The nation’s opioid crisis currently claims 115 Americans per day, though it’s not difficult to see how prescription painkillers gained such a foothold, NPR reported on Tuesday. Over a five-year period starting in 2012, drugmakers like Purdue Pharma spent millions “promoting opioids to individuals most vulnerable to addiction”—a startling, if not disturbing revelation that suggests pharmaceutical industry preyed upon people while downplaying the risk factors and downsides of the drugs. The NPR piece notes that Missouri Democratic Senator Claire McCaskill released a 23-page report that “sheds light on the pharmaceutical industry’s efforts to shape public opinion and to fuel demand for such lucrative and potentially addictive drugs as OxyContin, fentanyl and Vicodin.” While Purdue Pharma says that it’s stopped marketing OxyContin to physicians, many critics haven’t lost sight on the damage already done. In fact, Senator McCaskill’s report might “bolster hundreds of lawsuits that aimed at opioid drugmakers,” which would hold companies like Purdue accountable for the opioid-related deaths of nearly 350,000 Americans.

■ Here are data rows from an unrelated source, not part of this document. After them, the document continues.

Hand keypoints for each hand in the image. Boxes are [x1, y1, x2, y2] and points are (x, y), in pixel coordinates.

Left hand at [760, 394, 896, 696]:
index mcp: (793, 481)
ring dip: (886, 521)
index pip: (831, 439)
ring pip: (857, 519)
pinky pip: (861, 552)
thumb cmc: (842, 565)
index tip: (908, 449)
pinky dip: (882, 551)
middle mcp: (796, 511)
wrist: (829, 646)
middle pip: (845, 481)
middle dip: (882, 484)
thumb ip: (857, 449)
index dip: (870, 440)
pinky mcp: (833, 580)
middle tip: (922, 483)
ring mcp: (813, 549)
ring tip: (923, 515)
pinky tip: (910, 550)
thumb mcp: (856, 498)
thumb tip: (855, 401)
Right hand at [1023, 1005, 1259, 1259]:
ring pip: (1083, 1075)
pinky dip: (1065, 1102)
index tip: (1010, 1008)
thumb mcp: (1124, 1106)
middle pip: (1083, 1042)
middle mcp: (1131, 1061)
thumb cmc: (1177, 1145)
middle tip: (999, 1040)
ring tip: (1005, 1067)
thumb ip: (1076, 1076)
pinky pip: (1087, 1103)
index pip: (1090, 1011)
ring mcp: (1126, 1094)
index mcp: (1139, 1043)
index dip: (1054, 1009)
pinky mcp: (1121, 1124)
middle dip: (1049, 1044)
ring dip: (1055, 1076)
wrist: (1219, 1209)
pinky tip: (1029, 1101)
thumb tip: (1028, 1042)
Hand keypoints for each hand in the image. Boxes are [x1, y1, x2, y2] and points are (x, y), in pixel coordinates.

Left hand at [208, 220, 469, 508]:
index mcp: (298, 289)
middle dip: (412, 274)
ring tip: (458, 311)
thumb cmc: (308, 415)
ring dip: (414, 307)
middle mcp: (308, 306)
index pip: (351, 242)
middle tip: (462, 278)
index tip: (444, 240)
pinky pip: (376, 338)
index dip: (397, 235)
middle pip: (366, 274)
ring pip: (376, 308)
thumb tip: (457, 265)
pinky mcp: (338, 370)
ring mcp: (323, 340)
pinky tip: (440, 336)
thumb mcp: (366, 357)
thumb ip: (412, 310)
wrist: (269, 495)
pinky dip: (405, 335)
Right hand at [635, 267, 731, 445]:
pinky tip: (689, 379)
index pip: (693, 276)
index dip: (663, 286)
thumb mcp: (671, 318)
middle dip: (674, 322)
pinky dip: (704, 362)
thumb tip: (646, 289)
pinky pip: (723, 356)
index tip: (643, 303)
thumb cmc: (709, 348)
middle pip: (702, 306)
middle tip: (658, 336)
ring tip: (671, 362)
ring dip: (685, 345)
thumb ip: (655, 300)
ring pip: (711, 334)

Frances Bean Cobain Opens up About Addiction

Frances Bean Cobain, the daughter of rocker Courtney Love and late Nirvana frontman Kurt Cobain, celebrated two years of sobriety this week. “It’s an interesting and kaleidoscopic decision to share my feelings about something so intimate in a public forum,” Cobain said on Instagram Tuesday. “The fact that I’m sober isn’t really public knowledge, decidedly and deliberately. But I think it’s more important to put aside my fear about being judged or misunderstood or typecast as one specific thing. I want to have the capacity to recognize and observe that my journey might be informative, even helpful to other people who are going through something similar or different.” While the 25-year-old model didn’t get into specifics about her substance abuse in the lengthy post, a Page Six piece observed that Cobain’s substance-abuse problems may dovetail with her parents’ problems, but those problems certainly haven’t doomed her, either.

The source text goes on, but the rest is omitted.